As mentioned, I only ever really see it with white/grey skies although snow would also show it. Stretch the tones in a B&W image and you'll exaggerate the effect.

It's not really just an IQ issue. Any camera can exhibit this if abused sufficiently. Since clouds, snow & overcast conditions are a big part of my environment and subject matter it's a particular concern for me. Once you see it, you'll start seeing it more and more ...
 

Woody Campbell

Workshop Member
Graham - I disagree with your first sentence (I almost never disagree with you). I lived with this issue with my 60 meg Hasselblad kit - it's ultimately why I sold it. Centerfolding was not a problem with images taken with the hasselblad body and Hasselblad lenses - presumably because the mirror requires a minimum distance between the rear element and the image plane, there are no shifts so the geometry of how light hits the sensor doesn't change, and the manufacturer has a chance to fully optimize firmware for issues like centerfolding in the controlled environment is its own lenses on its own body. That all goes out the window once you introduce all of the variables associated with a tech camera.
 

GrahamWelland

Subscriber & Workshop Member
I certainly can understand how the lens distance of a DSLR lens would cause light to strike the sensor in a cleaner, straighter angle and with a wide Schneider lens it makes total sense that the image would be less "balanced" across the frame and sensor boundaries. If i had an IQ180 I'd be all over the Rodie retro focus lenses for this exact reason.

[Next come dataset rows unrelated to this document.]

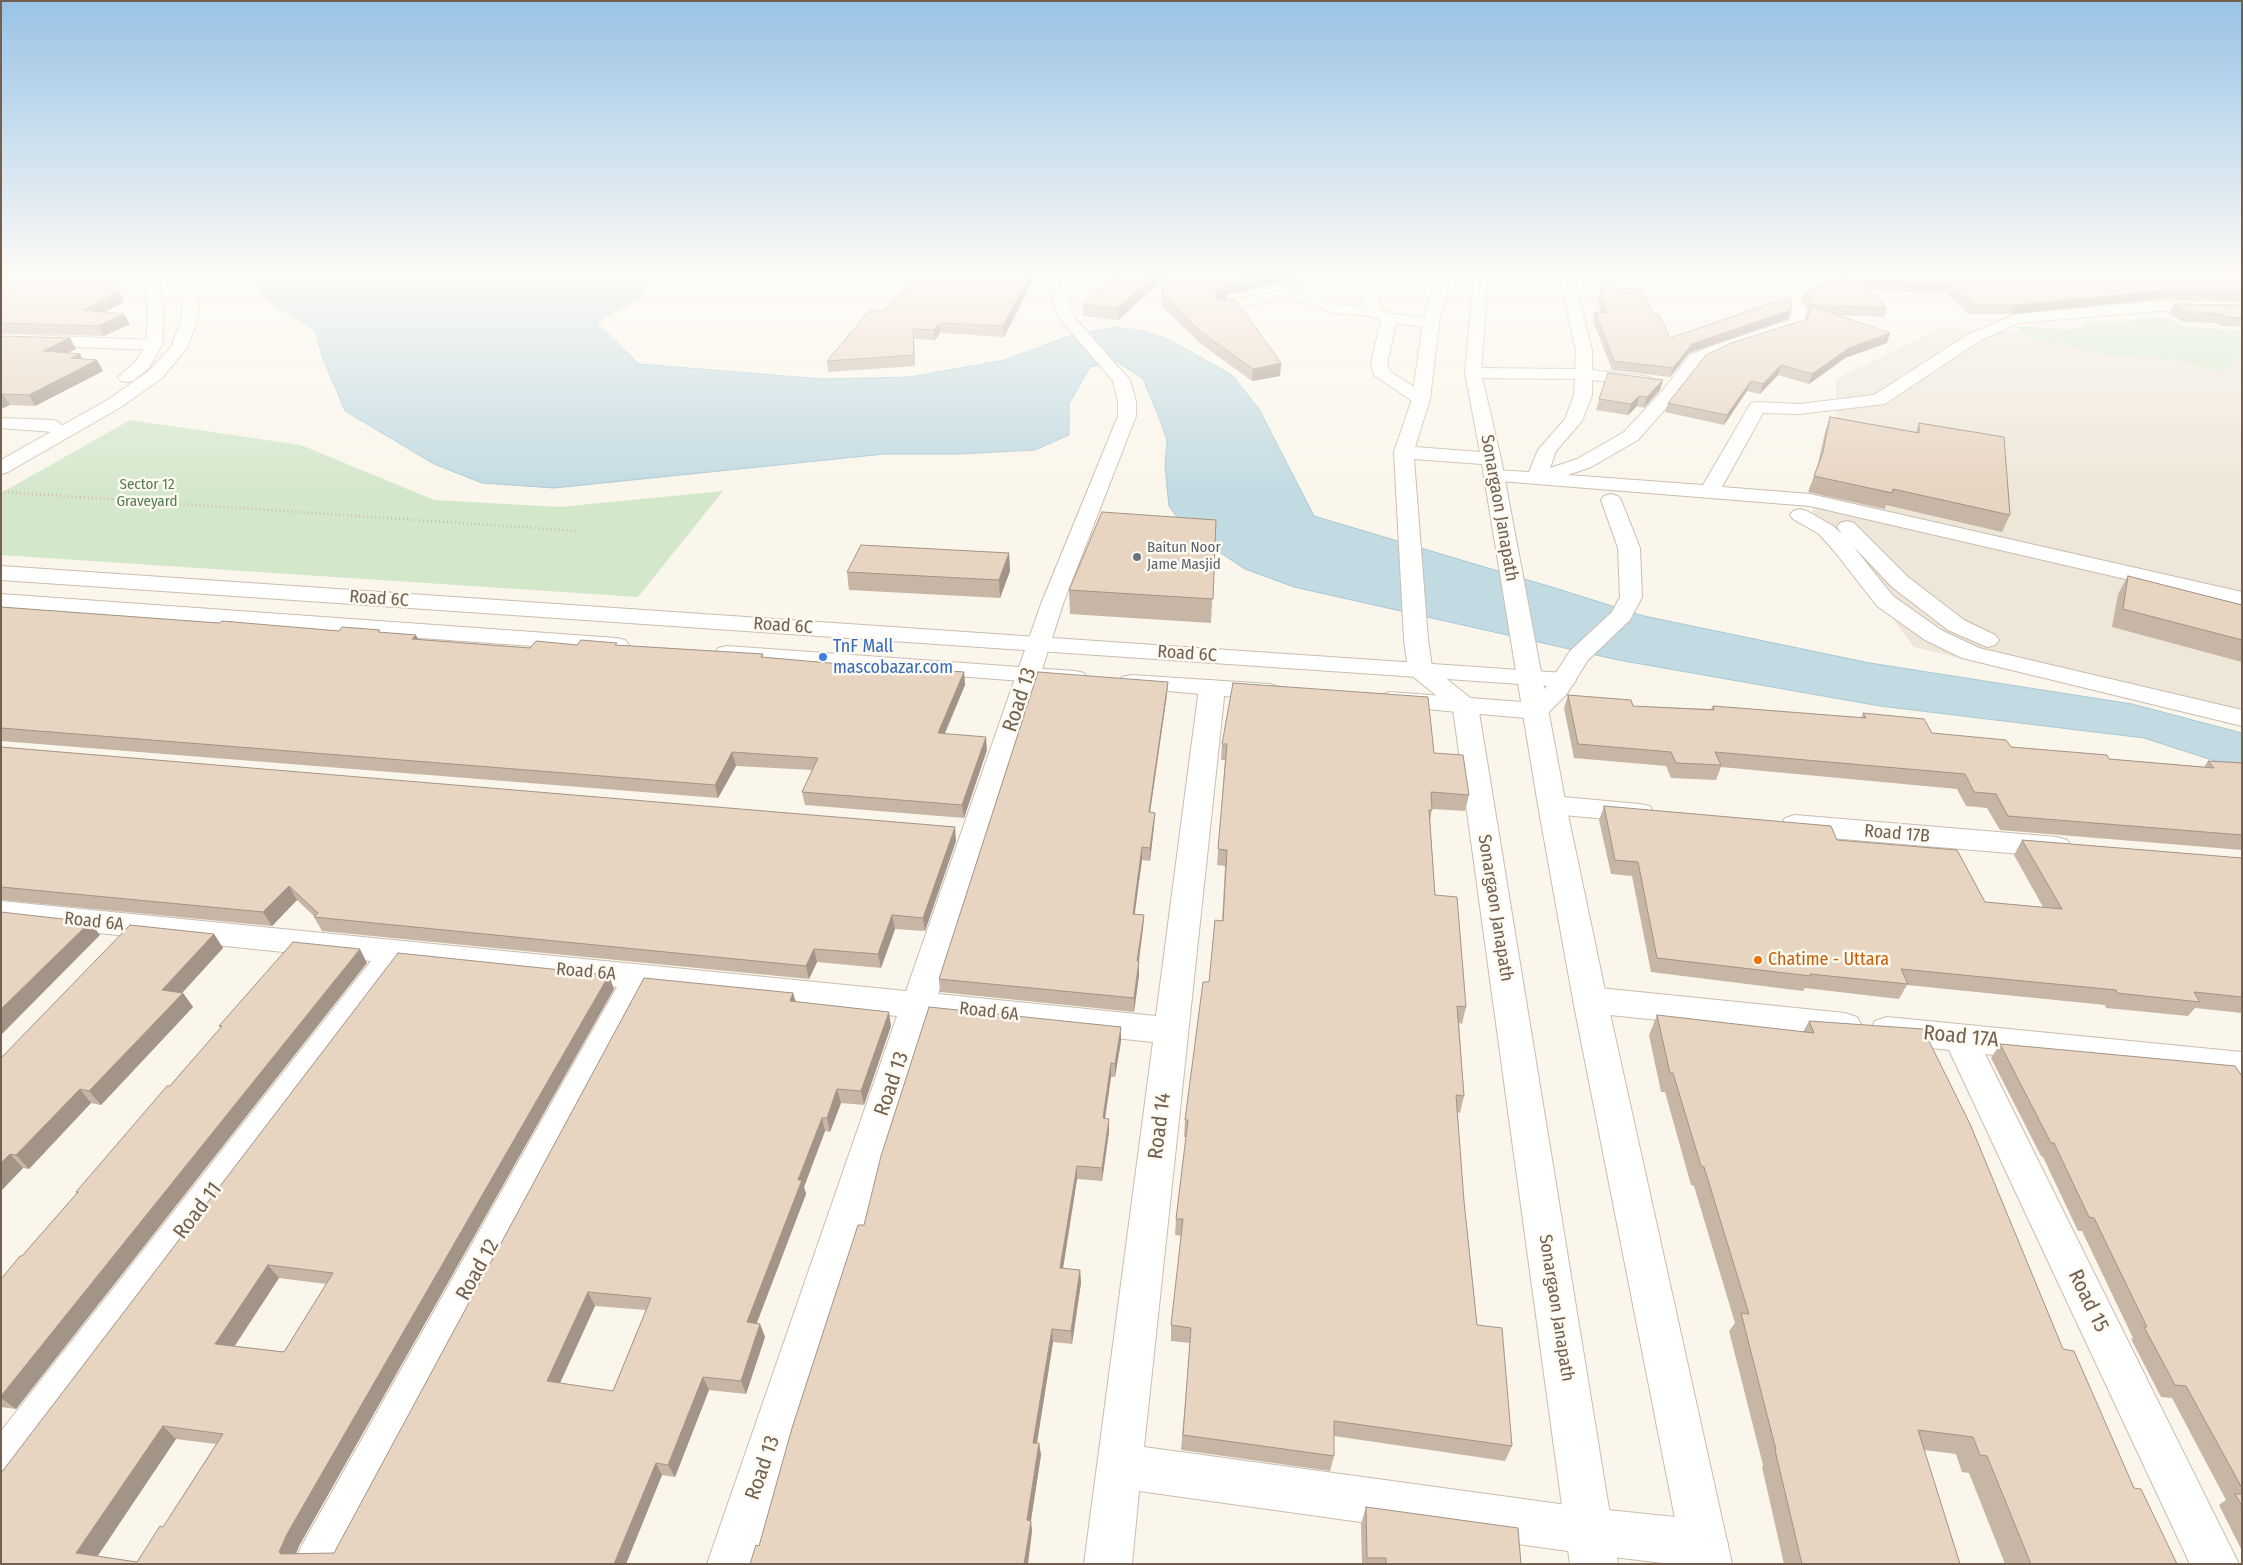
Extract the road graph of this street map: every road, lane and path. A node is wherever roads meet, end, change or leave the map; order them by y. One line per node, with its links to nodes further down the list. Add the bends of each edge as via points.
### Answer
1 (153, 347): 15 (street, via 143,364 110,390)
2 (179, 347): 18 (street, via 156,374 115,403)
3 (1092, 347): 35 (street, Road 13, via 1121,380 1127,416 1052,604)
4 (1380, 347): 13 (street, via 1379,364 1383,375)
5 (1428, 347): 13 (street)
6 (1475, 347): 10 (street, Sonargaon Janapath)
7 (1583, 347): 11 (street)
8 (1724, 347): 12 (street, via 1696,359)
9 (1959, 347): 22 (street, via 1879,400 1799,409 1757,407)
10 (1473, 373): 11 (street); 19 (street, Sonargaon Janapath)
11 (1585, 374): 12 (street); 20 (street, via 1583,396 1573,421 1547,450)
12 (1676, 385): 20 (street, via 1631,436 1584,463)
13 (1420, 399): 17 (street)
14 (1, 423): 15 (street)
15 (52, 426): 16 (street)
16 (1, 452)
17 (1404, 452): 19 (street); 36 (street)
18 (1, 468)
19 (1494, 476): 20 (street); 23 (street); 37 (street, Sonargaon Janapath)
20 (1536, 479): 22 (street)
21 (1, 492): 26 (path)
22 (1710, 492): 29 (street, via 1810,500)
23 (1611, 500): 24 (street); 38 (street, via 1629,548 1631,597 1622,615 1579,656)
24 (1800, 516): 25 (street); 45 (street, via 1826,530 1891,606 1933,635 1971,653)
25 (1844, 524): 32 (street); 42 (street, via 1907,588 1956,625 1983,639 2025,652)
26 (578, 531)
27 (1, 573): 28 (street, Road 6C)
28 (224, 588): 31 (street); 35 (street, Road 6C)
29 (2242, 599)
30 (1, 601): 31 (street, Road 6C)
31 (190, 615): 33 (street, Road 6C)
32 (2242, 617)
33 (644, 647)
34 (703, 652): 35 (street, Road 6C)
35 (1034, 659): 36 (street, Road 6C); 39 (street, Road 6C, via 1101,680); 56 (street, Road 13, via 961,830)
36 (1420, 670): 37 (street, Road 6C); 43 (street)
37 (1530, 678): 38 (street, Road 6C); 44 (street, Sonargaon Janapath)
38 (1564, 680): 44 (street)
39 (1212, 688): 40 (street, Road 6C); 57 (street, Road 14)
40 (1290, 693)
41 (1368, 699): 43 (street)
42 (2242, 701)
43 (1465, 706): 44 (street); 62 (street, Sonargaon Janapath)
44 (1536, 711): 46 (street, Sonargaon Janapath)
45 (2242, 718)
46 (1552, 806): 47 (street); 55 (street, Sonargaon Janapath)
47 (1670, 815)
48 (1769, 823): 49 (street, Road 17B)
49 (2084, 849)
50 (1, 912): 51 (street, Road 6A)
51 (132, 925): 52 (street); 53 (street, Road 6A)
52 (104, 954)
53 (396, 954): 54 (street, Road 6A); 61 (street, Road 11)
54 (639, 977): 56 (street, Road 6A); 64 (street, Road 12)
55 (1590, 1000): 58 (street, Road 17A); 63 (street, Sonargaon Janapath)
56 (918, 1005): 57 (street, Road 6A); 65 (street, Road 13)
57 (1172, 1030): 60 (street, Road 14)
58 (1960, 1038): 59 (street, Road 17A); 67 (street, Road 15)
59 (2242, 1066)
60 (1120, 1466): 62 (street); 66 (street, Road 14)
61 (1, 1468)
62 (1592, 1547): 63 (street)
63 (1706, 1554)
64 (318, 1564)
65 (731, 1564)
66 (1108, 1564)
67 (2216, 1564)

The only thing is that my example is from a 150mm tech camera lens which has it's rear element perched literally a mile away from the sensor, arguable further away in fact than the rear element of a 150mm DSLR lens actually. Now it does have a huge image circle so perhaps my rationale is flawed and there's still a significant light angle involved even with this lens?

I have to wait until the weekend until I can give the system a full test with the DF in addition to the Alpa. I'll let you know if I can reproduce it with both systems on demand.
 

yongfei

New member
In the past, when we were discussing the possibility of a square (eg 48mmx48mm) CCD, it was often considered that the cost would be prohibitive. I think at that time, few of us realized that the CCD was actually being "stitched" together?

For this problem, the root cause is the stitching. What the software/firmware can do is just to "hide the line". Because there is no physical CCD area overlapping for this kind of "stitching", the tolerance must be very high.